▼

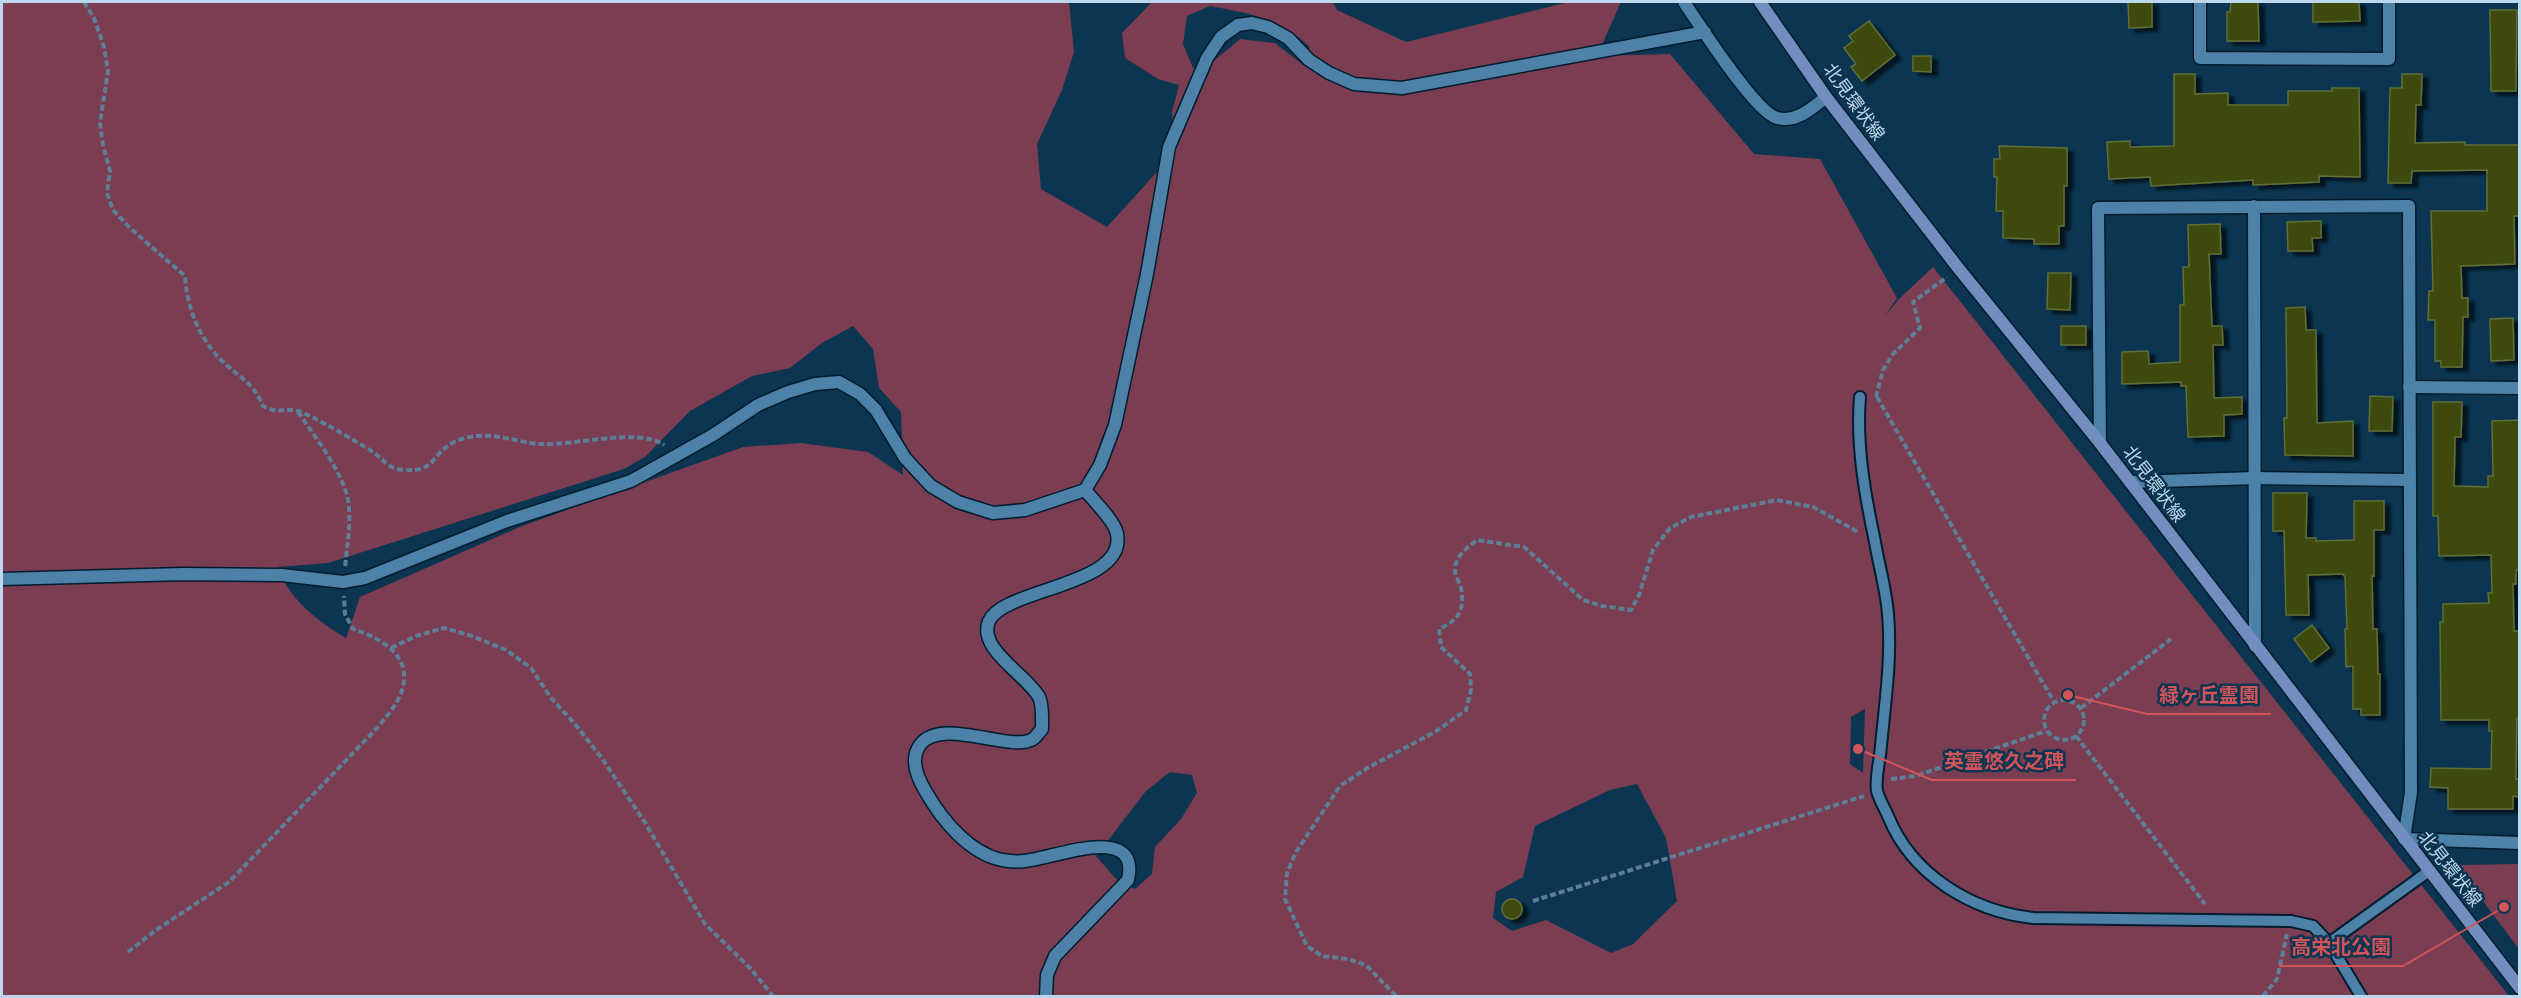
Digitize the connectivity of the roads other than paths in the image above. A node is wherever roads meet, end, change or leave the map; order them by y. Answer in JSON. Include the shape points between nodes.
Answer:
{"nodes":[{"id":1,"x":1684,"y":2,"type":"edge"},
{"id":2,"x":1760,"y":2,"type":"edge"},
{"id":3,"x":2200,"y":2,"type":"edge"},
{"id":4,"x":2389,"y":2,"type":"edge"},
{"id":5,"x":1705,"y":32,"type":"junction"},
{"id":6,"x":1826,"y":97,"type":"junction"},
{"id":7,"x":2254,"y":206,"type":"junction"},
{"id":8,"x":2409,"y":387,"type":"junction"},
{"id":9,"x":2520,"y":388,"type":"edge"},
{"id":10,"x":1860,"y":398,"type":"road end"},
{"id":11,"x":2100,"y":443,"type":"junction"},
{"id":12,"x":2256,"y":478,"type":"junction"},
{"id":13,"x":2410,"y":480,"type":"junction"},
{"id":14,"x":2130,"y":482,"type":"junction"},
{"id":15,"x":1085,"y":490,"type":"junction"},
{"id":16,"x":2,"y":579,"type":"edge"},
{"id":17,"x":2255,"y":646,"type":"junction"},
{"id":18,"x":2404,"y":839,"type":"junction"},
{"id":19,"x":2520,"y":843,"type":"edge"},
{"id":20,"x":2430,"y":871,"type":"junction"},
{"id":21,"x":2329,"y":943,"type":"junction"},
{"id":22,"x":2520,"y":988,"type":"edge"},
{"id":23,"x":1046,"y":996,"type":"edge"},
{"id":24,"x":2361,"y":996,"type":"edge"}],
"edges":[{"from":1,"to":5,"type":"street"},
{"from":2,"to":6,"type":"main road","name":"北見環状線"},
{"from":3,"to":4,"type":"street","via":[[2200,58],[2389,59]]},
{"from":5,"to":6,"type":"street","via":[[1742,84],[1774,117],[1798,117]]},
{"from":5,"to":15,"type":"street","via":[[1402,88],[1354,84],[1309,60],[1288,38],[1268,27],[1238,25],[1221,38],[1207,58],[1168,147],[1147,274],[1115,425],[1100,465]]},
{"from":6,"to":11,"type":"main road","name":"北見環状線"},
{"from":7,"to":8,"type":"street","via":[[2409,206]]},
{"from":7,"to":11,"type":"street","via":[[2098,208]]},
{"from":7,"to":12,"type":"street"},
{"from":8,"to":9,"type":"street"},
{"from":8,"to":13,"type":"street"},
{"from":10,"to":21,"type":"lane","via":[[1858,424],[1884,585],[1889,642],[1878,786],[1894,831],[1915,862],[1935,880],[1979,905],[2009,915],[2290,921],[2313,926]]},
{"from":11,"to":14,"type":"main road","name":"北見環状線"},
{"from":12,"to":13,"type":"street"},
{"from":12,"to":14,"type":"street"},
{"from":12,"to":17,"type":"street"},
{"from":13,"to":18,"type":"street","via":[[2411,792]]},
{"from":14,"to":17,"type":"main road","name":"北見環状線"},
{"from":15,"to":16,"type":"street","via":[[1025,510],[1004,512],[993,513],[958,502],[931,486],[905,458],[876,410],[860,394],[839,382],[815,384],[758,405],[631,481],[507,521],[365,579],[343,582],[282,574]]},
{"from":15,"to":23,"type":"street","via":[[1118,533],[1112,556],[1083,577],[1016,600],[996,612],[989,622],[988,636],[994,650],[1040,698],[1042,729],[1032,740],[1020,742],[933,735],[920,746],[914,759],[918,778],[933,805],[965,841],[982,853],[1024,862],[1070,850],[1116,848],[1125,854],[1131,866],[1128,880],[1055,956],[1047,975]]},
{"from":17,"to":18,"type":"main road","name":"北見環状線"},
{"from":18,"to":19,"type":"street"},
{"from":18,"to":20,"type":"main road","name":"北見環状線"},
{"from":20,"to":21,"type":"lane"},
{"from":20,"to":22,"type":"main road","name":"北見環状線"},
{"from":21,"to":24,"type":"lane"}]}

▲

## [What to work on]
Return every entry above exactly. Pictures stay out.

## [Response for this exercise]
Digitize the connectivity of the roads other than paths in the image above. A node is wherever roads meet, end, change or leave the map; order them by y. Answer in JSON. Include the shape points between nodes.
Answer:
{"nodes":[{"id":1,"x":1684,"y":2,"type":"edge"},
{"id":2,"x":1760,"y":2,"type":"edge"},
{"id":3,"x":2200,"y":2,"type":"edge"},
{"id":4,"x":2389,"y":2,"type":"edge"},
{"id":5,"x":1705,"y":32,"type":"junction"},
{"id":6,"x":1826,"y":97,"type":"junction"},
{"id":7,"x":2254,"y":206,"type":"junction"},
{"id":8,"x":2409,"y":387,"type":"junction"},
{"id":9,"x":2520,"y":388,"type":"edge"},
{"id":10,"x":1860,"y":398,"type":"road end"},
{"id":11,"x":2100,"y":443,"type":"junction"},
{"id":12,"x":2256,"y":478,"type":"junction"},
{"id":13,"x":2410,"y":480,"type":"junction"},
{"id":14,"x":2130,"y":482,"type":"junction"},
{"id":15,"x":1085,"y":490,"type":"junction"},
{"id":16,"x":2,"y":579,"type":"edge"},
{"id":17,"x":2255,"y":646,"type":"junction"},
{"id":18,"x":2404,"y":839,"type":"junction"},
{"id":19,"x":2520,"y":843,"type":"edge"},
{"id":20,"x":2430,"y":871,"type":"junction"},
{"id":21,"x":2329,"y":943,"type":"junction"},
{"id":22,"x":2520,"y":988,"type":"edge"},
{"id":23,"x":1046,"y":996,"type":"edge"},
{"id":24,"x":2361,"y":996,"type":"edge"}],
"edges":[{"from":1,"to":5,"type":"street"},
{"from":2,"to":6,"type":"main road","name":"北見環状線"},
{"from":3,"to":4,"type":"street","via":[[2200,58],[2389,59]]},
{"from":5,"to":6,"type":"street","via":[[1742,84],[1774,117],[1798,117]]},
{"from":5,"to":15,"type":"street","via":[[1402,88],[1354,84],[1309,60],[1288,38],[1268,27],[1238,25],[1221,38],[1207,58],[1168,147],[1147,274],[1115,425],[1100,465]]},
{"from":6,"to":11,"type":"main road","name":"北見環状線"},
{"from":7,"to":8,"type":"street","via":[[2409,206]]},
{"from":7,"to":11,"type":"street","via":[[2098,208]]},
{"from":7,"to":12,"type":"street"},
{"from":8,"to":9,"type":"street"},
{"from":8,"to":13,"type":"street"},
{"from":10,"to":21,"type":"lane","via":[[1858,424],[1884,585],[1889,642],[1878,786],[1894,831],[1915,862],[1935,880],[1979,905],[2009,915],[2290,921],[2313,926]]},
{"from":11,"to":14,"type":"main road","name":"北見環状線"},
{"from":12,"to":13,"type":"street"},
{"from":12,"to":14,"type":"street"},
{"from":12,"to":17,"type":"street"},
{"from":13,"to":18,"type":"street","via":[[2411,792]]},
{"from":14,"to":17,"type":"main road","name":"北見環状線"},
{"from":15,"to":16,"type":"street","via":[[1025,510],[1004,512],[993,513],[958,502],[931,486],[905,458],[876,410],[860,394],[839,382],[815,384],[758,405],[631,481],[507,521],[365,579],[343,582],[282,574]]},
{"from":15,"to":23,"type":"street","via":[[1118,533],[1112,556],[1083,577],[1016,600],[996,612],[989,622],[988,636],[994,650],[1040,698],[1042,729],[1032,740],[1020,742],[933,735],[920,746],[914,759],[918,778],[933,805],[965,841],[982,853],[1024,862],[1070,850],[1116,848],[1125,854],[1131,866],[1128,880],[1055,956],[1047,975]]},
{"from":17,"to":18,"type":"main road","name":"北見環状線"},
{"from":18,"to":19,"type":"street"},
{"from":18,"to":20,"type":"main road","name":"北見環状線"},
{"from":20,"to":21,"type":"lane"},
{"from":20,"to":22,"type":"main road","name":"北見環状線"},
{"from":21,"to":24,"type":"lane"}]}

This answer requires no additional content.